◆ Directions for this task:
Please repeat only the stretch of records running from the first line through the line that contains "height:5px; margin-top:-2.5px; transform-origin:0;".
□ □ □ □ □
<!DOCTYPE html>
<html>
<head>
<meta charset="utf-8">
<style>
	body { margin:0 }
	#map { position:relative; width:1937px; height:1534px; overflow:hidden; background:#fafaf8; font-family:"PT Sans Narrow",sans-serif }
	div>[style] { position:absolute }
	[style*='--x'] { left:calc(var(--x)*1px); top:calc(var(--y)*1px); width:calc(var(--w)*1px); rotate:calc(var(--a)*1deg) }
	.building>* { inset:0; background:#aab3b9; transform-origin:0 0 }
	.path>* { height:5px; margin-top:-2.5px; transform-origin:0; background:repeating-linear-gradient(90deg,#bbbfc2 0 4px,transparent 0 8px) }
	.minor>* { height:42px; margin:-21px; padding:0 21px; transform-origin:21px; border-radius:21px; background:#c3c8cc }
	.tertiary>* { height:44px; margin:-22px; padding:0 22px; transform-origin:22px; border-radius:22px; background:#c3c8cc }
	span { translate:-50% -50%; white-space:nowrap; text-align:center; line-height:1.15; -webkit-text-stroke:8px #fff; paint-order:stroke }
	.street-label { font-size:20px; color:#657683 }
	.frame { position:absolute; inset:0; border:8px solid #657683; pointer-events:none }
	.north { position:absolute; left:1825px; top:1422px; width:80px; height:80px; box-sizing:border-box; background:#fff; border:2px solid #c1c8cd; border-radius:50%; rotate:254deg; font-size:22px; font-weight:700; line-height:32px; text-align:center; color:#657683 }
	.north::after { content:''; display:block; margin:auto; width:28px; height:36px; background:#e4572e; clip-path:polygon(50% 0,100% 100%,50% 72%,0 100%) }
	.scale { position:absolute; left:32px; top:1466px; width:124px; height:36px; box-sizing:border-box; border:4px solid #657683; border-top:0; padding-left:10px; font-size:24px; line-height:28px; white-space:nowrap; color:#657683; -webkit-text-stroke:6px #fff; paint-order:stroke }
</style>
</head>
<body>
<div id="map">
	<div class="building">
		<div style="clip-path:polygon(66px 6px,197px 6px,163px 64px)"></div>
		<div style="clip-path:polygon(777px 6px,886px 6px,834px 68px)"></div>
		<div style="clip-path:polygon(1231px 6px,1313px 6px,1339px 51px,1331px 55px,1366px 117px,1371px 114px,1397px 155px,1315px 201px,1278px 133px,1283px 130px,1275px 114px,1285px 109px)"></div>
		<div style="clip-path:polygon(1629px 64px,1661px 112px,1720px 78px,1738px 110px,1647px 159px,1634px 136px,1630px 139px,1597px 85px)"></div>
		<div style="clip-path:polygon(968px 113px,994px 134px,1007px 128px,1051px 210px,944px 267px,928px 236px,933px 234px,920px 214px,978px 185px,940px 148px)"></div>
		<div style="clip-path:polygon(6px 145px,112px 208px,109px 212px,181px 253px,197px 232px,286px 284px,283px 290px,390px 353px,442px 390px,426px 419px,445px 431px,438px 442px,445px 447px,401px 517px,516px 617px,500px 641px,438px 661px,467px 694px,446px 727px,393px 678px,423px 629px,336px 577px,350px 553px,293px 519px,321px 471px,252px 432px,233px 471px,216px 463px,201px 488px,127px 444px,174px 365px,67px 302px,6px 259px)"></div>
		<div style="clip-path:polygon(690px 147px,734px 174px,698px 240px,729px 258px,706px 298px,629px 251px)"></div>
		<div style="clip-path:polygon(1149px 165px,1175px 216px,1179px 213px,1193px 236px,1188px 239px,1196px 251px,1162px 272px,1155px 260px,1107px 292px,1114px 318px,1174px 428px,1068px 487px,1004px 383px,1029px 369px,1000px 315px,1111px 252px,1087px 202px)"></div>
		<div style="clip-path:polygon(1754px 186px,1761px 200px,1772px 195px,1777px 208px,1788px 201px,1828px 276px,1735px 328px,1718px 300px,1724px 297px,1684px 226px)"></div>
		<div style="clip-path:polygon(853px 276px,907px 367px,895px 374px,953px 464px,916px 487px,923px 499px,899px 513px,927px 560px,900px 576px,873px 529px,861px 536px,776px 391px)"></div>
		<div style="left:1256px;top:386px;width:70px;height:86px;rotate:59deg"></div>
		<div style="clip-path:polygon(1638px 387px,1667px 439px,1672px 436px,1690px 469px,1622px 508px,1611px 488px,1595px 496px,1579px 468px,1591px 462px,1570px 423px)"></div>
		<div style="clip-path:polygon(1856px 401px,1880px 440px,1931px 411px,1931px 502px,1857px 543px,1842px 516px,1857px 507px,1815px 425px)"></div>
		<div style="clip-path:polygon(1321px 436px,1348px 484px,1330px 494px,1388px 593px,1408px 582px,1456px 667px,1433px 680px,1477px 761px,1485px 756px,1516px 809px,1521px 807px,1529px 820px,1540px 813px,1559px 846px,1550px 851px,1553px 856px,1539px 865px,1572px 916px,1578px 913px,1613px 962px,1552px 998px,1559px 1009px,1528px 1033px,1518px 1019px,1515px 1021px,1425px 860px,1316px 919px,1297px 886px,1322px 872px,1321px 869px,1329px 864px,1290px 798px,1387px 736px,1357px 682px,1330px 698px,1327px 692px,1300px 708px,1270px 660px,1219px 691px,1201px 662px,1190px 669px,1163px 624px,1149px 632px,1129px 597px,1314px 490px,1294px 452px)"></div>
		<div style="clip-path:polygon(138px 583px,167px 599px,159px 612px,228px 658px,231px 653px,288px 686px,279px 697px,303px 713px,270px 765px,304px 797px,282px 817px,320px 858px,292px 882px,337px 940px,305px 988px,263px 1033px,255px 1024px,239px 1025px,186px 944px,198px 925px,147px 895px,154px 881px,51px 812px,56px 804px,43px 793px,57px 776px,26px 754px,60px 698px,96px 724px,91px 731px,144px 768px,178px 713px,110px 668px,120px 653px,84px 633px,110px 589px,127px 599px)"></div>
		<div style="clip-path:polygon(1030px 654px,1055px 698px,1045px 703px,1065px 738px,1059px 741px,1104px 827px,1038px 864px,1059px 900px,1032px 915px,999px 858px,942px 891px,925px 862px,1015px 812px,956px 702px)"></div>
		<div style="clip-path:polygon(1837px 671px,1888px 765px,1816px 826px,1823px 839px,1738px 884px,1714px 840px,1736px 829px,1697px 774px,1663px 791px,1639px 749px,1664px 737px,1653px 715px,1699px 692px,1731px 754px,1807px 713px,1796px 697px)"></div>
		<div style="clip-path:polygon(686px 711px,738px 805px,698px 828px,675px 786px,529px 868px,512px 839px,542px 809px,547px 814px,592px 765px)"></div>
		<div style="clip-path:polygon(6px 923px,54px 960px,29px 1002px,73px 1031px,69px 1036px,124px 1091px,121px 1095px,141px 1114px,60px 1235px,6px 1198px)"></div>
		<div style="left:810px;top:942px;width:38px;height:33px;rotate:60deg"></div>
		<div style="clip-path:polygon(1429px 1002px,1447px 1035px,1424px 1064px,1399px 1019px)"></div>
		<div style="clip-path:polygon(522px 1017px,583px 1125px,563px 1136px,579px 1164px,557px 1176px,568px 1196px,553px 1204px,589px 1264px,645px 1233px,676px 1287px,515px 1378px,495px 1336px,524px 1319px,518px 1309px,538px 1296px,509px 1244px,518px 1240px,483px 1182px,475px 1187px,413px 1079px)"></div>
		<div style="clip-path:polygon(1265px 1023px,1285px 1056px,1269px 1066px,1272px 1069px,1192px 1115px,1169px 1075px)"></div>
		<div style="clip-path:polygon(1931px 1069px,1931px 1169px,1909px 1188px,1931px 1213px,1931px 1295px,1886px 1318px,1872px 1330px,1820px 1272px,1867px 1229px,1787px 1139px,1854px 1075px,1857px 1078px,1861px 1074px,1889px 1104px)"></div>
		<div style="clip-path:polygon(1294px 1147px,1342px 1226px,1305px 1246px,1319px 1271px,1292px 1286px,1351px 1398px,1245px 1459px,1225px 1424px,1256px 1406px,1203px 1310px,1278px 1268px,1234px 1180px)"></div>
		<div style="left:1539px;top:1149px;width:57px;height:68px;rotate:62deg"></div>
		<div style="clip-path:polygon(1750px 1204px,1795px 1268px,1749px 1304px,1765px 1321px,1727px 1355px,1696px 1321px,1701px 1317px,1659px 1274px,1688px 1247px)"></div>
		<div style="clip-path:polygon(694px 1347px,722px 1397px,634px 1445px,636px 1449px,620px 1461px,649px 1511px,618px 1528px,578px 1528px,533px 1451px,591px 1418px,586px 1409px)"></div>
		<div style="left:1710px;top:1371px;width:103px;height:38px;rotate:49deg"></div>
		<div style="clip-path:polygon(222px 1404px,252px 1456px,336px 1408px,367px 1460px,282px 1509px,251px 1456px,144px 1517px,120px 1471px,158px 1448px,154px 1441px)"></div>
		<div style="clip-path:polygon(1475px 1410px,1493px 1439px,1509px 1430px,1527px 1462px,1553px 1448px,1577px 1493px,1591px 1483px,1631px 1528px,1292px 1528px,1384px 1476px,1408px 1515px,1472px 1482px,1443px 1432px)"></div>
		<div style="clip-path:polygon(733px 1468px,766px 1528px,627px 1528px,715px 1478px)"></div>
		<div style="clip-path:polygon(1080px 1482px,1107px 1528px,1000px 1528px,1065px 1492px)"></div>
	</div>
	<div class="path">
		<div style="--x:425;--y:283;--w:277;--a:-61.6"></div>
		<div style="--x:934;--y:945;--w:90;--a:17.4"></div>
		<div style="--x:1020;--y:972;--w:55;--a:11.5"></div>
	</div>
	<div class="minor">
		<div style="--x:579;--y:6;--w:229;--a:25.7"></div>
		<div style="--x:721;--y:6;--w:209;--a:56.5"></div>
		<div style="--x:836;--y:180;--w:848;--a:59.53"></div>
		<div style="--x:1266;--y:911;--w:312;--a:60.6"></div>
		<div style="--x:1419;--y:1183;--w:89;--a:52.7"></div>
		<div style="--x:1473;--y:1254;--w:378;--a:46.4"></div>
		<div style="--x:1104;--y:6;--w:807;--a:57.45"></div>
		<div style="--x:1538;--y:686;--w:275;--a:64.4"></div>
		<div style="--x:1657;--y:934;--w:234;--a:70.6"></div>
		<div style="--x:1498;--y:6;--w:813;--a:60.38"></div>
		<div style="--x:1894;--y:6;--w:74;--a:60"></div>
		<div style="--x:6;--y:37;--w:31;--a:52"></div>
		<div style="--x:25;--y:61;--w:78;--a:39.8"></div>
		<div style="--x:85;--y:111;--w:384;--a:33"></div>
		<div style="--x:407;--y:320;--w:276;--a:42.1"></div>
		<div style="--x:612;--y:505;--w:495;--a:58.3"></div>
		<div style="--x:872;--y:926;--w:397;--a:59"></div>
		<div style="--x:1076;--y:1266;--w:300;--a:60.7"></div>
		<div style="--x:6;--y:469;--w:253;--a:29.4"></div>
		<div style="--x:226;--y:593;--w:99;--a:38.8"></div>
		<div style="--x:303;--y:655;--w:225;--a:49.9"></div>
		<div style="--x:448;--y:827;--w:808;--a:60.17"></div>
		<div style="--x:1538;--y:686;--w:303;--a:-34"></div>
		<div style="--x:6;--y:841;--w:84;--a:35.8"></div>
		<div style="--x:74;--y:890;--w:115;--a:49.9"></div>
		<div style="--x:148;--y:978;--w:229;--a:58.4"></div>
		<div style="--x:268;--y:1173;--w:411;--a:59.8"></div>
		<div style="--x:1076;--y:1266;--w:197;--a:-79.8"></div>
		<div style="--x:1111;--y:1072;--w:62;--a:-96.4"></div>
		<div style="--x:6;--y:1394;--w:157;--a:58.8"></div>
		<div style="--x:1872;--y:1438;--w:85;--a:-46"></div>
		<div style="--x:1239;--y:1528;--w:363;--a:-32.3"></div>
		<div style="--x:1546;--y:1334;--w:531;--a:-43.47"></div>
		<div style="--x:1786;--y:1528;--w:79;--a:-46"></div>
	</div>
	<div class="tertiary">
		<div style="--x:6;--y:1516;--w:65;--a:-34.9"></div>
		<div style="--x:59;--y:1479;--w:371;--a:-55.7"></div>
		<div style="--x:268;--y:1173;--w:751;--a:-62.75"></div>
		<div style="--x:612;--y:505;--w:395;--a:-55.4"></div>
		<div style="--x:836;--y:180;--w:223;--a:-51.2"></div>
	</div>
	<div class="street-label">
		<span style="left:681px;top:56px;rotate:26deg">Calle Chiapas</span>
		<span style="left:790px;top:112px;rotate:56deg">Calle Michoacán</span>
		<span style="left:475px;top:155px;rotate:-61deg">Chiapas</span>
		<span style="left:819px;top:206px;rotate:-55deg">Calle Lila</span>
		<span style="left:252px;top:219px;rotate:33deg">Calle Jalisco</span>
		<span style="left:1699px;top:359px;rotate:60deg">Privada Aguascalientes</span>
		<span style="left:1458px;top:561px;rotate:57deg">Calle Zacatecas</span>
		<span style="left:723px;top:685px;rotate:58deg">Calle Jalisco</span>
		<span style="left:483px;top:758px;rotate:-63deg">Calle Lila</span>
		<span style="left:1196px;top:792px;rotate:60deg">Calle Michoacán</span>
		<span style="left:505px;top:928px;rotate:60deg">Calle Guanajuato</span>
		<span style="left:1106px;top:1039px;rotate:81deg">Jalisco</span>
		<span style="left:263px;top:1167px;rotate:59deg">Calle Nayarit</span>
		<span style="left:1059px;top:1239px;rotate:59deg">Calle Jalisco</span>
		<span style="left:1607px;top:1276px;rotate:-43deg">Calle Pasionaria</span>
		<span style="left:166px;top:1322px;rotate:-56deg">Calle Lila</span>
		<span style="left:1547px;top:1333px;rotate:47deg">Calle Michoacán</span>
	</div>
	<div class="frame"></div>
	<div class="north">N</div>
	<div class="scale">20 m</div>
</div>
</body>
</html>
□ □ □ □ □
◆ Solution:
<!DOCTYPE html>
<html>
<head>
<meta charset="utf-8">
<style>
	body { margin:0 }
	#map { position:relative; width:1937px; height:1534px; overflow:hidden; background:#fafaf8; font-family:"PT Sans Narrow",sans-serif }
	div>[style] { position:absolute }
	[style*='--x'] { left:calc(var(--x)*1px); top:calc(var(--y)*1px); width:calc(var(--w)*1px); rotate:calc(var(--a)*1deg) }
	.building>* { inset:0; background:#aab3b9; transform-origin:0 0 }
	.path>* { height:5px; margin-top:-2.5px; transform-origin:0; background:repeating-linear-gradient(90deg,#bbbfc2 0 4px,transparent 0 8px) }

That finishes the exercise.